- What the exercise asks: Scan the entries below for the word "Amaral", then copy each line that holds it.
===== Provided data
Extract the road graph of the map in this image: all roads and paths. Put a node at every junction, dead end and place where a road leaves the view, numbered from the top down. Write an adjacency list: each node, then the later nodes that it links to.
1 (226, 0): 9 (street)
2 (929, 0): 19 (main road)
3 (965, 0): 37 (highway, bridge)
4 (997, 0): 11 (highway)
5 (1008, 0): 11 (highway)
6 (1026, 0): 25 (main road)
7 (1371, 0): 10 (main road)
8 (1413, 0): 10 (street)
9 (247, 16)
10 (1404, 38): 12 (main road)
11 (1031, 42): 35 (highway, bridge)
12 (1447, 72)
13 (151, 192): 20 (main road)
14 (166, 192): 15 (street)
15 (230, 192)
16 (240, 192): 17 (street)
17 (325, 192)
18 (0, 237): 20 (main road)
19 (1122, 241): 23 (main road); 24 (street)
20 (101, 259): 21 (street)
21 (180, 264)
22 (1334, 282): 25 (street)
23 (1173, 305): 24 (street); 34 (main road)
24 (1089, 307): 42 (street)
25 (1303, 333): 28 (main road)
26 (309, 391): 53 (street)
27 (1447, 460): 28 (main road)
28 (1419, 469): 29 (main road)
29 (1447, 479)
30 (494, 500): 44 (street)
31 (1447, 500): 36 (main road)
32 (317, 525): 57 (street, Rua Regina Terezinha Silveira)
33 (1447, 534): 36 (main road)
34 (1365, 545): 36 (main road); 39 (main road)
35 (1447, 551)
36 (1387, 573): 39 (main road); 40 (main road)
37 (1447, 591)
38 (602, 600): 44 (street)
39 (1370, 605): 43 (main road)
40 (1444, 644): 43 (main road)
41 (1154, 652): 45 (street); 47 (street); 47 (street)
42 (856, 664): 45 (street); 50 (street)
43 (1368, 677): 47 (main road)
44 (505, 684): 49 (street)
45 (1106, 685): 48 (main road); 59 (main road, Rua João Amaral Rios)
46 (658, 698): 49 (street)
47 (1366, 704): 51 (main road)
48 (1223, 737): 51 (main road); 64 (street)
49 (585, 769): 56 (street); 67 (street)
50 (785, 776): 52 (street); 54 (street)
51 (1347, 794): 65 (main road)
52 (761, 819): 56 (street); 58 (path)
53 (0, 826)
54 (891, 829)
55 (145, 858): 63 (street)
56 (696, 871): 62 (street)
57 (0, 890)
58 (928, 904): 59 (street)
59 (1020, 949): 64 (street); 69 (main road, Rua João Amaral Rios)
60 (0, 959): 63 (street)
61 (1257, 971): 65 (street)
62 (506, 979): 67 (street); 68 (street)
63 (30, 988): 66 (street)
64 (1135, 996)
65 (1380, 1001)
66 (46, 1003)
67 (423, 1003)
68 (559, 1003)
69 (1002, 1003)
==========
- Output for this exercise:
45 (1106, 685): 48 (main road); 59 (main road, Rua João Amaral Rios)
59 (1020, 949): 64 (street); 69 (main road, Rua João Amaral Rios)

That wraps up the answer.